I made a little sketch that scans the folder structure of a specific folder and renders it using particles. Each one is connected to its parent and they all repel each other, nothing more to it. It works really nice, I implemented different rendering modes, zoom, pan, manual particle positioning, etc.

Here are some screenshots.

The problem is that on more than 500-800 folders it becomes VERY slow. Do you think that it's possible to make it usable for around 100k-200k particles, probably ported to C++ or something faster

I can post the source if needed.

thx
Re: particle physics for 100.000 particles
Reply #1 - Sep 19th, 2009, 12:28pm
 
i am sure porting it to c++ would speed it up but if you wanna stay with processing. there was a similar thread about it some time ago:
http://processing.org/discourse/yabb2/num_1238682023.html

Re: particle physics for 100.000 particles
Reply #2 - Sep 20th, 2009, 12:17am
 
I am not sure that C++ will really be faster than carefully written Java... In such application, graphical rendering speed is also important (using OpenGL?). You also have to profile your application (perhaps using VisualVM if it is available on Apple platforms) to see what is really causing the slowdown. Sometime, in Java, it is due to excessive creation of short lived objects, making the garbage collector to have too much work.
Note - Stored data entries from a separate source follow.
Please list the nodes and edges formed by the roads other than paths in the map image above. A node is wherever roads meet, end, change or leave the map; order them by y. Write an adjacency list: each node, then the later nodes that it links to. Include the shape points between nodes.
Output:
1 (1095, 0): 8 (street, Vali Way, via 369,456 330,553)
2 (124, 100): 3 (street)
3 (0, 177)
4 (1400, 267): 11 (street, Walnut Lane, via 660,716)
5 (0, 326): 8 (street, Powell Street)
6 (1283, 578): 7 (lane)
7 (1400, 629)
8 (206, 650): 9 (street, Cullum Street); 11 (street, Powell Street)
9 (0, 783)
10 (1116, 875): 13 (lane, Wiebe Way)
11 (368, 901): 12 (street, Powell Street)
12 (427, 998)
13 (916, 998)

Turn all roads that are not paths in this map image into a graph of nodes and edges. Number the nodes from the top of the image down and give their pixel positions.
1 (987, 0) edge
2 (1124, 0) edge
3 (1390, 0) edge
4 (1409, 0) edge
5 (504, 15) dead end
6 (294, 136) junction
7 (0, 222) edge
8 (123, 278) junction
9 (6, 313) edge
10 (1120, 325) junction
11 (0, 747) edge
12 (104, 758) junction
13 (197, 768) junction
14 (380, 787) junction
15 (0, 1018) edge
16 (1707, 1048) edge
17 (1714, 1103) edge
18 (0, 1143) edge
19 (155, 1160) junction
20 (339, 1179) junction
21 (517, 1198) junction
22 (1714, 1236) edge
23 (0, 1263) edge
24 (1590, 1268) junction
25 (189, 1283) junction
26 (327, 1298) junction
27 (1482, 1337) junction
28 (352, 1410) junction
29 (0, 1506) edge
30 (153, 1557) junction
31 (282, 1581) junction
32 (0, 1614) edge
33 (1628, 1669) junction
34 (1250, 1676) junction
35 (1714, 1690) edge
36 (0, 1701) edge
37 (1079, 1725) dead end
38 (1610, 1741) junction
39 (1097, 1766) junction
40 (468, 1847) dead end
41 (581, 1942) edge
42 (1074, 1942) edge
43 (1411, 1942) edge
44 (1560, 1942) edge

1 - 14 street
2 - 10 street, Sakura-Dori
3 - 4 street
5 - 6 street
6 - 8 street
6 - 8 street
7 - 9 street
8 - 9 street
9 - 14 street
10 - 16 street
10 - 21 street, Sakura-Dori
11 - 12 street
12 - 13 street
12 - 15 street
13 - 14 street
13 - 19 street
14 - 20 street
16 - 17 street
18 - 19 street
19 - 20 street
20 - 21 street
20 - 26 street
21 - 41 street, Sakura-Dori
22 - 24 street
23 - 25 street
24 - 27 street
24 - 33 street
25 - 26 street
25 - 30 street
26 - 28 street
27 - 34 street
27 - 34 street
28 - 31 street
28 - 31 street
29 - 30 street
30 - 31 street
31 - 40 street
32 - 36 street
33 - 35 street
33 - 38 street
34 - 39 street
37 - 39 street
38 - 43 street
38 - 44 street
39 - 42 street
It is the case on the current JBox2D for example (creating objects that are just pairs of float to return results) and they saw great speed-up by taking alternative routes, less in Java spirit but effective.
Re: particle physics for 100.000 particles
Reply #3 - Sep 20th, 2009, 12:38am
 
Ok Smiley i have to admit i dont know anything about C++ i just thought it would be that way from what ive heard in the past. Still hopes the post i pointed to may help you as they solved a similar problem there.
Re: particle physics for 100.000 particles
Reply #4 - Sep 20th, 2009, 5:16pm
 
Thank you Cedric, I'll definitely have to try toxi's verlet library from that thread, seems much faster.

Unfortunately it's not the drawing that slows thing down, one of the rendering modes is noDrawing() which turns every visual feedback off to give full power to the simulation, it doesn't help a lot.

I don't need realtime speed, since it's for print, but if it works close to realtime with 10.000, it should be decent with 100.000 particles.

cheers
Re: particle physics for 100.000 particles
Reply #5 - Nov 24th, 2009, 9:21am
 
As I was browsing thru the internet and looking at various visualizations, I came across your screenshots and was particularly impressed with your visualization. It very much inspired me - and since I am planning on building up my own graph visualization in Processing also, I was wondering whether you like to share the source code with us, so that I could leverage your work while trying to build up my own force-directed graph layout for a large amount of particles visualization?

I would be thankful for any kind of help!

Many thanks in advance!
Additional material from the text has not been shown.